Stefano accetta, cos’ha da perdere? Le sue certezze sono andate in frantumi, la sua vita è allo sbando e la felicità… la felicità… non si ricorda nemmeno più perché si poneva certe domande…
Con lo sguardo chino, raggiunge la Comunità di Lomin, nel villaggio di Kajo Keji, dove trascorrerà il suo periodo di riflessione.
Ad accoglierlo è una suora comboniana etiope con la pelle d’ebano, il sorriso lucente e due occhi caldi e accoglienti.
“Ciao, io sono Hundetu”.
“Ciao, io sono Stefano. Hundetu… che nome difficile… mi sa che non lo ricorderò…”.
“No… sono sicura che te lo ricorderai…”.
Forse perché ora l’aria è più leggera e le nuvole in cielo sembrano sorridere mentre i due aiutano i ragazzi della missione.
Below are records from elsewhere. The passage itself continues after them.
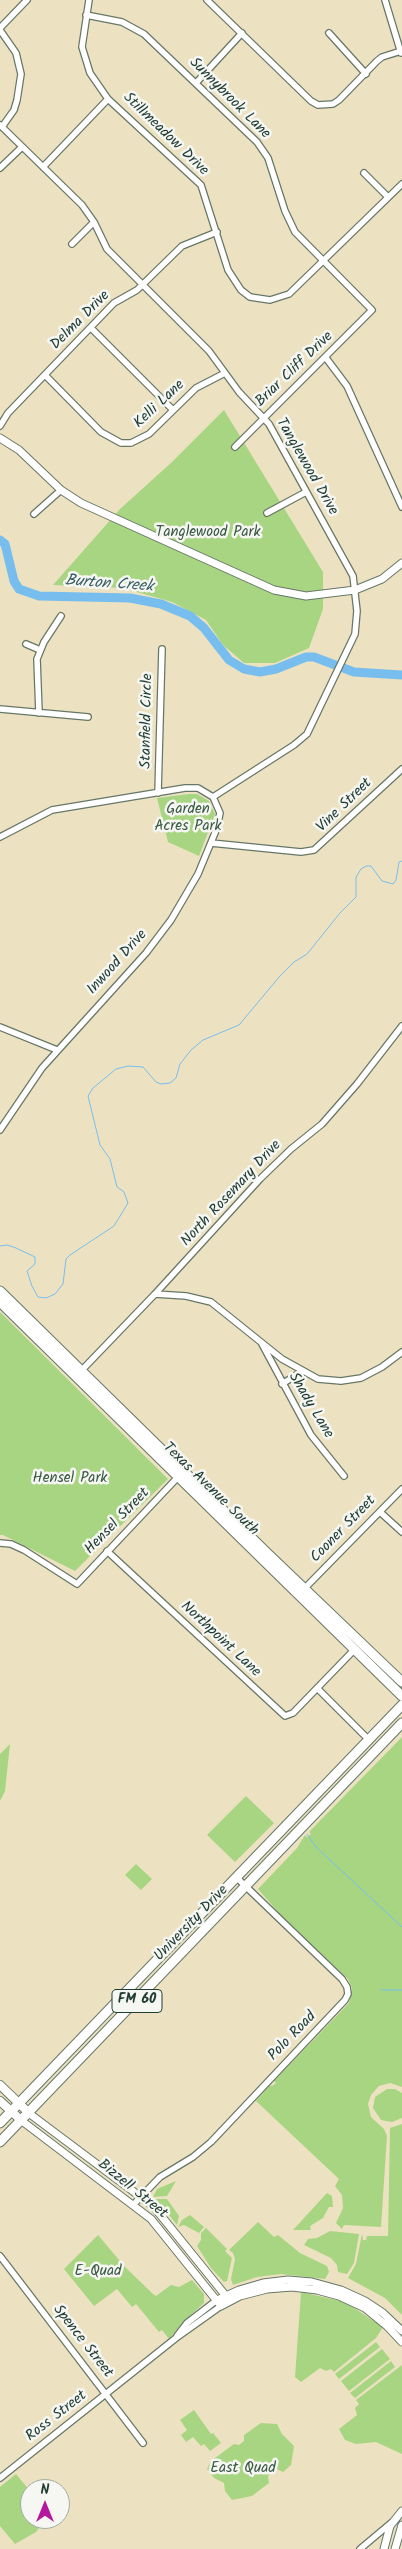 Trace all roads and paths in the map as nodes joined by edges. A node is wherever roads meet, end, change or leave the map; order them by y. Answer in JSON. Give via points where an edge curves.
{"nodes":[{"id":1,"x":28,"y":0,"type":"edge"},
{"id":2,"x":89,"y":0,"type":"edge"},
{"id":3,"x":207,"y":0,"type":"edge"},
{"id":4,"x":385,"y":0,"type":"edge"},
{"id":5,"x":86,"y":15,"type":"junction"},
{"id":6,"x":0,"y":29,"type":"edge"},
{"id":7,"x":242,"y":33,"type":"junction"},
{"id":8,"x":329,"y":33,"type":"dead end"},
{"id":9,"x":402,"y":53,"type":"edge"},
{"id":10,"x":366,"y":74,"type":"junction"},
{"id":11,"x":196,"y":83,"type":"junction"},
{"id":12,"x":108,"y":99,"type":"junction"},
{"id":13,"x":1,"y":126,"type":"edge"},
{"id":14,"x":22,"y":147,"type":"junction"},
{"id":15,"x":43,"y":167,"type":"junction"},
{"id":16,"x":0,"y":168,"type":"edge"},
{"id":17,"x":364,"y":174,"type":"dead end"},
{"id":18,"x":402,"y":184,"type":"edge"},
{"id":19,"x":388,"y":198,"type":"junction"},
{"id":20,"x":94,"y":222,"type":"junction"},
{"id":21,"x":217,"y":232,"type":"junction"},
{"id":22,"x":72,"y":244,"type":"dead end"},
{"id":23,"x":324,"y":261,"type":"junction"},
{"id":24,"x":142,"y":285,"type":"junction"},
{"id":25,"x":372,"y":310,"type":"joint"},
{"id":26,"x":91,"y":328,"type":"junction"},
{"id":27,"x":326,"y":358,"type":"junction"},
{"id":28,"x":225,"y":372,"type":"junction"},
{"id":29,"x":45,"y":375,"type":"junction"},
{"id":30,"x":173,"y":410,"type":"junction"},
{"id":31,"x":264,"y":418,"type":"junction"},
{"id":32,"x":0,"y":426,"type":"edge"},
{"id":33,"x":0,"y":438,"type":"edge"},
{"id":34,"x":235,"y":447,"type":"dead end"},
{"id":35,"x":60,"y":490,"type":"junction"},
{"id":36,"x":306,"y":492,"type":"junction"},
{"id":37,"x":402,"y":507,"type":"edge"},
{"id":38,"x":267,"y":512,"type":"dead end"},
{"id":39,"x":34,"y":514,"type":"dead end"},
{"id":40,"x":402,"y":563,"type":"edge"},
{"id":41,"x":355,"y":590,"type":"junction"},
{"id":42,"x":61,"y":616,"type":"dead end"},
{"id":43,"x":26,"y":644,"type":"dead end"},
{"id":44,"x":162,"y":648,"type":"dead end"},
{"id":45,"x":40,"y":650,"type":"junction"},
{"id":46,"x":0,"y":709,"type":"edge"},
{"id":47,"x":39,"y":713,"type":"junction"},
{"id":48,"x":88,"y":717,"type":"dead end"},
{"id":49,"x":402,"y":769,"type":"edge"},
{"id":50,"x":158,"y":793,"type":"junction"},
{"id":51,"x":213,"y":796,"type":"junction"},
{"id":52,"x":0,"y":837,"type":"edge"},
{"id":53,"x":211,"y":843,"type":"junction"},
{"id":54,"x":0,"y":1027,"type":"edge"},
{"id":55,"x":402,"y":1027,"type":"edge"},
{"id":56,"x":57,"y":1050,"type":"junction"},
{"id":57,"x":0,"y":1130,"type":"edge"},
{"id":58,"x":0,"y":1291,"type":"edge"},
{"id":59,"x":156,"y":1294,"type":"junction"},
{"id":60,"x":0,"y":1302,"type":"edge"},
{"id":61,"x":262,"y":1344,"type":"junction"},
{"id":62,"x":402,"y":1352,"type":"edge"},
{"id":63,"x":301,"y":1372,"type":"junction"},
{"id":64,"x":78,"y":1374,"type":"junction"},
{"id":65,"x":282,"y":1384,"type":"junction"},
{"id":66,"x":344,"y":1476,"type":"dead end"},
{"id":67,"x":178,"y":1477,"type":"junction"},
{"id":68,"x":402,"y":1489,"type":"edge"},
{"id":69,"x":220,"y":1508,"type":"junction"},
{"id":70,"x":380,"y":1512,"type":"junction"},
{"id":71,"x":402,"y":1532,"type":"edge"},
{"id":72,"x":0,"y":1543,"type":"edge"},
{"id":73,"x":107,"y":1552,"type":"junction"},
{"id":74,"x":304,"y":1590,"type":"junction"},
{"id":75,"x":354,"y":1650,"type":"junction"},
{"id":76,"x":402,"y":1682,"type":"edge"},
{"id":77,"x":317,"y":1688,"type":"junction"},
{"id":78,"x":402,"y":1696,"type":"edge"},
{"id":79,"x":402,"y":1705,"type":"edge"},
{"id":80,"x":402,"y":1725,"type":"edge"},
{"id":81,"x":368,"y":1739,"type":"junction"},
{"id":82,"x":236,"y":1877,"type":"junction"},
{"id":83,"x":247,"y":1886,"type":"junction"},
{"id":84,"x":0,"y":2085,"type":"edge"},
{"id":85,"x":0,"y":2101,"type":"edge"},
{"id":86,"x":19,"y":2103,"type":"junction"},
{"id":87,"x":11,"y":2111,"type":"junction"},
{"id":88,"x":30,"y":2114,"type":"junction"},
{"id":89,"x":22,"y":2121,"type":"junction"},
{"id":90,"x":0,"y":2123,"type":"edge"},
{"id":91,"x":0,"y":2142,"type":"edge"},
{"id":92,"x":141,"y":2196,"type":"junction"},
{"id":93,"x":133,"y":2205,"type":"junction"},
{"id":94,"x":0,"y":2256,"type":"edge"},
{"id":95,"x":202,"y":2265,"type":"junction"},
{"id":96,"x":193,"y":2272,"type":"junction"},
{"id":97,"x":328,"y":2289,"type":"junction"},
{"id":98,"x":228,"y":2298,"type":"junction"},
{"id":99,"x":219,"y":2303,"type":"junction"},
{"id":100,"x":400,"y":2328,"type":"edge"},
{"id":101,"x":402,"y":2341,"type":"edge"},
{"id":102,"x":107,"y":2394,"type":"junction"},
{"id":103,"x":143,"y":2443,"type":"dead end"},
{"id":104,"x":0,"y":2478,"type":"edge"},
{"id":105,"x":402,"y":2511,"type":"edge"},
{"id":106,"x":393,"y":2521,"type":"junction"},
{"id":107,"x":402,"y":2525,"type":"edge"},
{"id":108,"x":360,"y":2549,"type":"edge"},
{"id":109,"x":384,"y":2549,"type":"edge"},
{"id":110,"x":395,"y":2549,"type":"edge"}],
"edges":[{"from":1,"to":6,"type":"street"},
{"from":2,"to":5,"type":"street","name":"Stillmeadow Drive"},
{"from":3,"to":7,"type":"street"},
{"from":4,"to":9,"type":"street"},
{"from":5,"to":11,"type":"street","name":"Sunnybrook Lane","via":[[133,27],[154,42]]},
{"from":5,"to":12,"type":"street","name":"Stillmeadow Drive","via":[[82,34],[84,60]]},
{"from":6,"to":13,"type":"street","via":[[16,54],[20,74],[18,100]]},
{"from":7,"to":10,"type":"street","via":[[318,105],[333,104]]},
{"from":7,"to":11,"type":"street"},
{"from":8,"to":10,"type":"street"},
{"from":9,"to":10,"type":"street","via":[[382,57]]},
{"from":11,"to":23,"type":"street","name":"Sunnybrook Lane","via":[[263,149],[289,222]]},
{"from":12,"to":15,"type":"street"},
{"from":12,"to":21,"type":"street","name":"Stillmeadow Drive","via":[[194,177],[205,195]]},
{"from":13,"to":14,"type":"street","name":"Tanglewood Drive"},
{"from":14,"to":15,"type":"street","name":"Tanglewood Drive"},
{"from":14,"to":16,"type":"street"},
{"from":15,"to":20,"type":"street","name":"Tanglewood Drive","via":[[82,205]]},
{"from":17,"to":19,"type":"street"},
{"from":18,"to":19,"type":"street","name":"Stillmeadow Drive"},
{"from":19,"to":23,"type":"street","name":"Stillmeadow Drive"},
{"from":20,"to":22,"type":"street"},
{"from":20,"to":24,"type":"street","name":"Tanglewood Drive","via":[[107,249]]},
{"from":21,"to":23,"type":"street","name":"Stillmeadow Drive","via":[[234,281],[250,297],[261,300],[289,294]]},
{"from":21,"to":24,"type":"street","name":"Delma Drive","via":[[182,246]]},
{"from":23,"to":25,"type":"street","name":"Sunnybrook Lane"},
{"from":24,"to":26,"type":"street","name":"Delma Drive","via":[[114,303]]},
{"from":24,"to":28,"type":"street","name":"Tanglewood Drive","via":[[209,351]]},
{"from":25,"to":27,"type":"street","name":"Briar Cliff Drive"},
{"from":26,"to":29,"type":"street","name":"Delma Drive"},
{"from":26,"to":30,"type":"street"},
{"from":27,"to":31,"type":"street","name":"Briar Cliff Drive"},
{"from":27,"to":37,"type":"street","via":[[347,386]]},
{"from":28,"to":30,"type":"street","name":"Kelli Lane","via":[[196,388]]},
{"from":28,"to":31,"type":"street","name":"Tanglewood Drive"},
{"from":29,"to":30,"type":"street","name":"Kelli Lane","via":[[102,432],[121,443],[140,440]]},
{"from":29,"to":32,"type":"street","name":"Delma Drive","via":[[8,413]]},
{"from":31,"to":34,"type":"street","name":"Briar Cliff Drive"},
{"from":31,"to":36,"type":"street","name":"Tanglewood Drive"},
{"from":33,"to":35,"type":"street","via":[[19,450]]},
{"from":35,"to":39,"type":"street"},
{"from":35,"to":41,"type":"street","via":[[81,503],[274,590],[306,596]]},
{"from":36,"to":38,"type":"street"},
{"from":36,"to":41,"type":"street","name":"Tanglewood Drive","via":[[353,576]]},
{"from":40,"to":41,"type":"street","via":[[382,579]]},
{"from":41,"to":51,"type":"street","name":"Tanglewood Drive","via":[[355,634],[307,734]]},
{"from":42,"to":45,"type":"street"},
{"from":43,"to":45,"type":"street"},
{"from":44,"to":50,"type":"street","name":"Stanfield Circle"},
{"from":45,"to":47,"type":"street","via":[[36,668]]},
{"from":46,"to":47,"type":"street"},
{"from":47,"to":48,"type":"street"},
{"from":49,"to":53,"type":"street","name":"Vine Street","via":[[314,850],[301,852]]},
{"from":50,"to":51,"type":"street","via":[[198,788]]},
{"from":50,"to":52,"type":"street","via":[[52,810]]},
{"from":51,"to":53,"type":"street","name":"Inwood Drive","via":[[220,814]]},
{"from":53,"to":56,"type":"street","name":"Inwood Drive","via":[[190,888],[158,939]]},
{"from":54,"to":56,"type":"street"},
{"from":55,"to":59,"type":"street","name":"North Rosemary Drive","via":[[322,1124],[260,1179]]},
{"from":56,"to":57,"type":"street","name":"Inwood Drive","via":[[23,1093]]},
{"from":58,"to":64,"type":"main road","name":"Texas Avenue South"},
{"from":59,"to":61,"type":"street","via":[[211,1302]]},
{"from":59,"to":64,"type":"street","name":"North Rosemary Drive"},
{"from":60,"to":64,"type":"main road","name":"Texas Avenue South"},
{"from":61,"to":63,"type":"street"},
{"from":61,"to":65,"type":"street","name":"Shady Lane"},
{"from":62,"to":63,"type":"street","via":[[382,1368],[354,1380],[318,1379]]},
{"from":63,"to":65,"type":"street"},
{"from":64,"to":67,"type":"main road","name":"Texas Avenue South"},
{"from":64,"to":69,"type":"main road","name":"Texas Avenue South"},
{"from":65,"to":66,"type":"street","name":"Shady Lane","via":[[311,1435]]},
{"from":67,"to":69,"type":"main road","via":[[185,1478],[214,1507]]},
{"from":67,"to":73,"type":"street","name":"Hensel Street"},
{"from":67,"to":75,"type":"main road","name":"Texas Avenue South"},
{"from":68,"to":70,"type":"street","name":"Cooner Street"},
{"from":69,"to":74,"type":"main road","name":"Texas Avenue South"},
{"from":70,"to":71,"type":"street"},
{"from":70,"to":74,"type":"street","name":"Cooner Street"},
{"from":72,"to":73,"type":"street","name":"Hensel Street","via":[[24,1550],[77,1584]]},
{"from":73,"to":77,"type":"street","name":"Northpoint Lane","via":[[282,1714],[291,1715]]},
{"from":74,"to":76,"type":"main road","name":"Texas Avenue South"},
{"from":75,"to":77,"type":"street"},
{"from":75,"to":78,"type":"main road","name":"Texas Avenue South"},
{"from":77,"to":81,"type":"street"},
{"from":79,"to":81,"type":"main road","name":"University Drive","number":"FM 60"},
{"from":80,"to":83,"type":"main road","name":"University Drive","number":"FM 60"},
{"from":81,"to":82,"type":"main road","name":"University Drive","number":"FM 60"},
{"from":82,"to":83,"type":"street","name":"Polo Road"},
{"from":82,"to":86,"type":"main road","name":"University Drive","number":"FM 60"},
{"from":83,"to":88,"type":"main road","name":"University Drive","number":"FM 60"},
{"from":83,"to":92,"type":"street","name":"Polo Road","via":[[345,1982],[348,1996],[211,2142],[168,2171]]},
{"from":84,"to":86,"type":"main road"},
{"from":85,"to":87,"type":"main road","name":"Bizzell Street"},
{"from":86,"to":87,"type":"main road","name":"University Drive","number":"FM 60"},
{"from":86,"to":88,"type":"main road"},
{"from":87,"to":89,"type":"main road","name":"Bizzell Street"},
{"from":87,"to":90,"type":"main road","name":"University Drive","number":"FM 60"},
{"from":88,"to":89,"type":"main road","name":"University Drive","number":"FM 60"},
{"from":88,"to":92,"type":"street","name":"Bizzell Street"},
{"from":89,"to":91,"type":"main road","name":"University Drive","number":"FM 60"},
{"from":89,"to":93,"type":"street","name":"Bizzell Street"},
{"from":92,"to":93,"type":"street","name":"Polo Road"},
{"from":92,"to":95,"type":"street","name":"Bizzell Street","via":[[165,2218]]},
{"from":93,"to":96,"type":"street","name":"Bizzell Street","via":[[160,2230]]},
{"from":94,"to":102,"type":"street","name":"Spence Street"},
{"from":95,"to":96,"type":"street"},
{"from":95,"to":98,"type":"street","name":"Bizzell Street"},
{"from":96,"to":99,"type":"street","name":"Bizzell Street"},
{"from":97,"to":98,"type":"street","via":[[284,2287]]},
{"from":97,"to":100,"type":"street","via":[[365,2300]]},
{"from":97,"to":101,"type":"street","via":[[365,2308]]},
{"from":98,"to":99,"type":"street"},
{"from":99,"to":102,"type":"street","name":"Ross Street"},
{"from":102,"to":103,"type":"street","name":"Spence Street"},
{"from":102,"to":104,"type":"street","name":"Ross Street"},
{"from":105,"to":106,"type":"street"},
{"from":106,"to":108,"type":"street"},
{"from":106,"to":109,"type":"street","via":[[386,2534]]},
{"from":107,"to":110,"type":"street"}]}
O forse perché la sera, davanti al fuoco, le voci tessono racconti che guariscono le ferite del passato e incoraggiano le emozioni ad acquisire nuovo vigore…
“Sai, non è un gran periodo per me”.
“Neanche per me”.
“Ti ho visto lavorare coi ragazzi, sei una tipa tosta, complimenti”.
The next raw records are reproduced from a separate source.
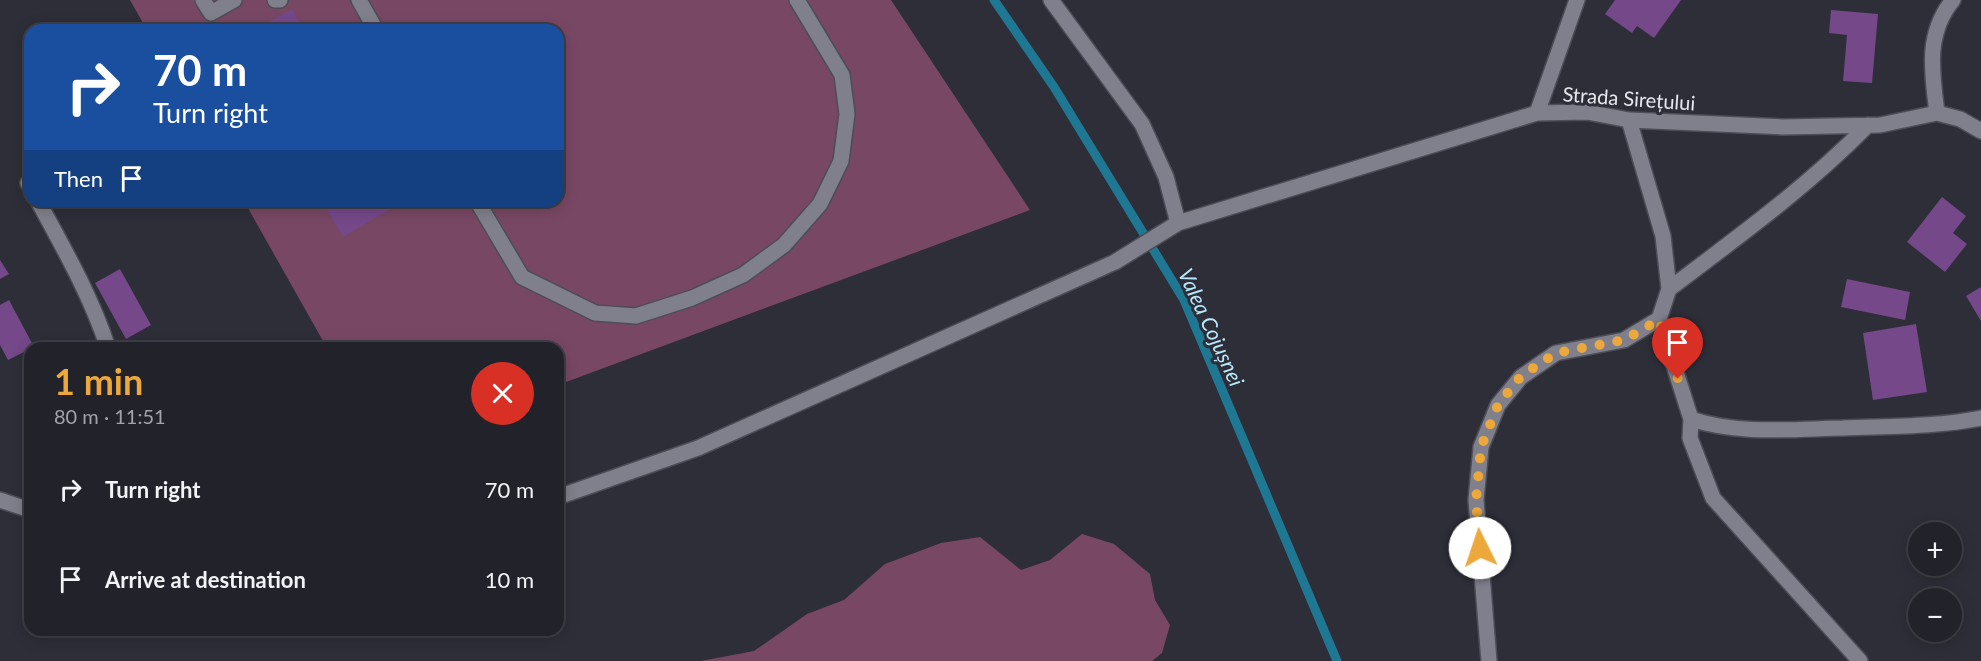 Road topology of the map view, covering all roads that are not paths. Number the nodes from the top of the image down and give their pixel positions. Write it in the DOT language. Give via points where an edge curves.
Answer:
graph roads {
  1 [pos="203,0"];
  2 [pos="234,0"];
  3 [pos="275,0"];
  4 [pos="280,0"];
  5 [pos="359,0"];
  6 [pos="797,0"];
  7 [pos="1051,0"];
  8 [pos="1577,0"];
  9 [pos="1953,0"];
  10 [pos="373,24"];
  11 [pos="1537,113"];
  12 [pos="1937,113"];
  13 [pos="1629,120"];
  14 [pos="1868,125"];
  15 [pos="1981,130"];
  16 [pos="41,207"];
  17 [pos="481,207"];
  18 [pos="1178,224"];
  19 [pos="1669,289"];
  20 [pos="1659,320"];
  21 [pos="106,342"];
  22 [pos="1691,418"];
  23 [pos="1981,418"];
  24 [pos="564,495"];
  25 [pos="0,500"];
  26 [pos="24,508"];
  27 [pos="1489,661"];
  28 [pos="1860,661"];
  1 -- 2 [label="street" via="211,12"];
  3 -- 4 [label="street"];
  5 -- 10 [label="street"];
  6 -- 17 [label="street" via="842,75 847,114 842,161 820,204 784,245 743,275 692,298 636,315 595,313 522,277"];
  7 -- 18 [label="street" via="1142,124 1166,177"];
  8 -- 11 [label="street"];
  9 -- 12 [label="street" via="1936,28 1930,53"];
  11 -- 13 [label="street, Strada Sirețului" via="1587,112"];
  11 -- 18 [label="street, Strada Sirețului"];
  12 -- 14 [label="street, Strada Sirețului"];
  12 -- 15 [label="street, Strada Sirețului"];
  13 -- 14 [label="street, Strada Sirețului" via="1783,127"];
  13 -- 19 [label="street" via="1663,236"];
  14 -- 19 [label="street" via="1773,211"];
  16 -- 21 [label="street" via="99,320"];
  18 -- 24 [label="street, Strada Sirețului" via="1115,262 698,448"];
  19 -- 20 [label="street"];
  20 -- 22 [label="street"];
  20 -- 27 [label="street" via="1624,340 1556,353 1521,376 1498,405 1481,447 1476,501"];
  22 -- 23 [label="street" via="1709,425 1765,429 1945,425"];
  22 -- 28 [label="street" via="1690,438 1713,498"];
  25 -- 26 [label="street"];
}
“Grazie… sarà il mio nome…”.
“Perché?”.
“Hundetu il lingua Oromo, quella che si parla nel mio villaggio, significa ‘fondamenta’”.
Una parola scolpita nella pietra. E su quella pietra, davanti alla solidità di quella intuizione, Steppa scivola nell’oblio per lasciare il posto a “Stivo”.
Lui e Hunde non hanno ancora pronunciato i voti perpetui. Ogni anno rinnovano il loro cammino, che ora potrebbe essere a un bivio. Qualche sera prima, in macchina, hanno preso quello per Kampala, in Uganda, ed è nato un bellissimo pomeriggio in cui hanno parlato di tutto.
Questa sera, però, è diverso. La madre superiora ha indirizzato Hundetu a Nairobi per diventare infermiera. Stivo deve tornare là dal suo formatore per riferire del suo periodo di riflessione.
“Hunde, io voglio vivere una vita autentica, senza maschere, senza sovrastrutture”.
“Lo voglio anch’io, Stivo. Ora lo so anch’io. Qualcuno ci ha unito e…”
“… e finalmente so cos’è la felicità”.
Nella suggestiva notte africana, sotto un manto di stelle ammiccanti, l’autobus che da Kampala procede sferragliando verso la capitale del Kenya culla l’inizio di una nuova storia.
Ormai è limpido: Stivo e Hunde si sono innamorati. Non rinnovano i voti temporanei e cominciano a progettare la loro nuova vita insieme. Lei ritorna in Etiopia e frequenta Scienze Infermeristiche in un ospedale missionario come studentessa laica, mentre lui trova un lavoro come coordinatore di progetti di sviluppo per una organizzazione tedesca sui monti Nuba, in Sudan. Là, dominando il paesaggio sottostante, Stivo scruta l’orizzonte assaporando il suo futuro. Hunde è stata l’unica donna della sua vita. E vuole che lo sia per sempre.
Appena possibile vola in Etiopia per organizzare il matrimonio, dal quale nascono subito Kenna, che in lingua Oromo significa “dono”, ed Ebba (“benedizione”). La famiglia vive a Pieve di Cento, nel paese di Stefano, che ora lavora come insegnante di religione, ma che “la voce” sta chiamando ad una nuova avventura.
“Hunde, o lo facciamo adesso o non lo facciamo più”.
“Va bene, Stivo. Ti amo”.
“Ti amo anch’io”.
Stefano dà fondo ai suoi risparmi per comprare un mantecatore della Carpigiani, la moglie si iscrive ad un corso a Castelfranco per diventare gelataia e con i loro figli Kenna, di 4 anni, ed Ebba, di 1, si imbarcano sul primo volo per l’Etiopia.
Atterrati ad Addis Abeba raggiungono Auasa, dove nei primi tempi vivono in due stanze di una pensione. Poi comprano un appezzamento di terra per costruire la loro casa e affittano un locale in cui realizzare il grande sogno comune: aprire una gelateria!
La novità ha un successo insperato. La “Tasso Italian Ice Cream” produce l’unico gelato di tutta Auasa e per di più in modo completamente artigianale. Il locale si ingrandisce diventando un fast food in cui servono anche pizza, hamburger, qualche piatto di pasta e naturalmente… lasagne.
Stivo e Hunde sono benedetti. Chi li ha fatti incontrare regala loro il terzo figlio, Mati, che in lingua Oromo vuol dire “famiglia”.
E’ questo, in fondo, il significato più autentico della felicità.